The image of a talking, clothed animal–who tells time!–running through our world snags a reader’s and promises some zany adventures to come. With Fire and Hemlock, the story opens with….wait for it…a girl not really packing for college.

Magic! Adventure! Alakazam, Alakazoo!

But there is magic already at work, if you listen to the heroine Polly:

And, now Polly remembered, she had read the stories through then, and none of them were much good. Yet–here was the odd thing. She could have sworn the book had been called something different when she first bought it….Half the stories she thought she remembered reading in this book were not there…Why should she suddenly have memories that did not seem to correspond with the facts? (4-5)

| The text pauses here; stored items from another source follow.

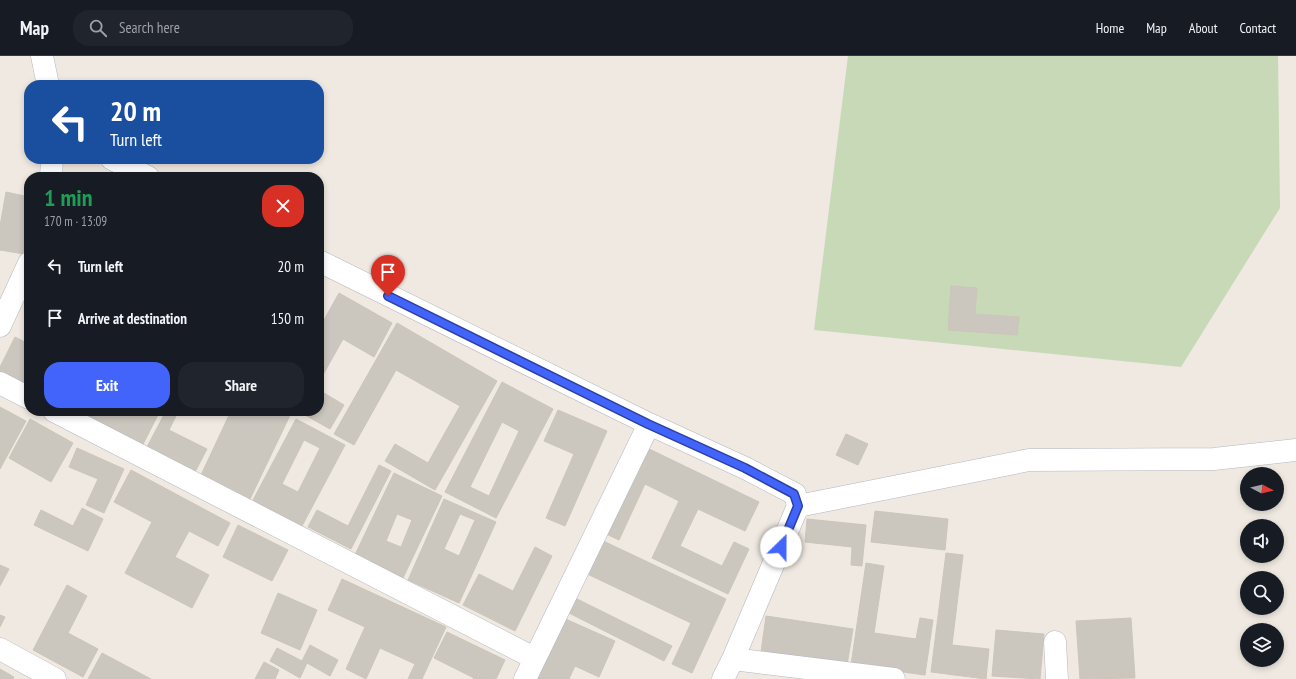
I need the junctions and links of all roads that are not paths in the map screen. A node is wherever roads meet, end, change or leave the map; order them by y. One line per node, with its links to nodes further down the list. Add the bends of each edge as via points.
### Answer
1 (42, 56): 2 (street)
2 (47, 80)
3 (122, 164): 4 (street)
4 (138, 172)
5 (324, 263): 11 (street)
6 (24, 274): 7 (street)
7 (0, 326)
8 (0, 383): 9 (street)
9 (24, 395)
10 (64, 416): 16 (street)
11 (648, 424): 13 (street, via 745,468 794,494); 16 (street)
12 (1296, 450): 13 (street, via 1214,459 1029,460)
13 (798, 506): 17 (street)
14 (1055, 642): 22 (street)
15 (0, 649): 18 (street)
16 (534, 658): 19 (street)
17 (733, 659): 20 (street); 21 (street)
18 (55, 679)
19 (525, 679)
20 (723, 679)
21 (894, 679)
22 (1057, 679)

This begins Polly’s journey back into the memories that had somehow been hidden within her. The “Rabbit-Hole” moment comes in her first memory, when she and her friend Nina are running around in black dresses for a game, get separated, and Polly stumbles onto the peculiar estate of town, Hundson House:

51lj8FZS+QL._SY344_BO1,204,203,200_When Polly came out into the open, it was not a road after all. It was gravel at the side of a house. There was a door open in the house, and through it Polly caught a glimpse of Nina walking up a polished passage, actually inside the house…cautiously, she tiptoed up the passage. (12)

Polly finds herself in the middle of a funeral and wishes to slink out, but 10-year-olds don’t always know how to do that sort of thing. Thankfully a young man named Tom helps by offering to take her for a walk out back.

The sun reached the dry pool. For just a flickering part of a second, some trick of light filled the pool deep with transparent water. The sun made bright, curved wrinkles on the bottom, and the leaves, Polly could have sworn, instead of rolling on the bottom were, just for an instant, floating, green and growing. (23)

Here readers get their first clue that this place is not as normal as her Gran’s. She may not be talking to blue caterpillars or playing croquet with flamingos, but Polly’s definitely stumbled into a group of people where “normal” no longer applies. By the novel’s end we discover that Laurel, the woman whom Polly mistook for Nina earlier, is none other than the Queen of the Fairies, and she wants Tom to sacrifice himself for the King of the Fairies.

It’s a slow build from funeral to Fairy Court, and almost entirely grounded in normal places like Polly’s hometown. But the beauty of such a subtle fantasy is that it makes you peer at the stubborn door at your own gran’s, or sneak down that one badly lit aisle of the supermarket, and wonder:

What else is going on back there?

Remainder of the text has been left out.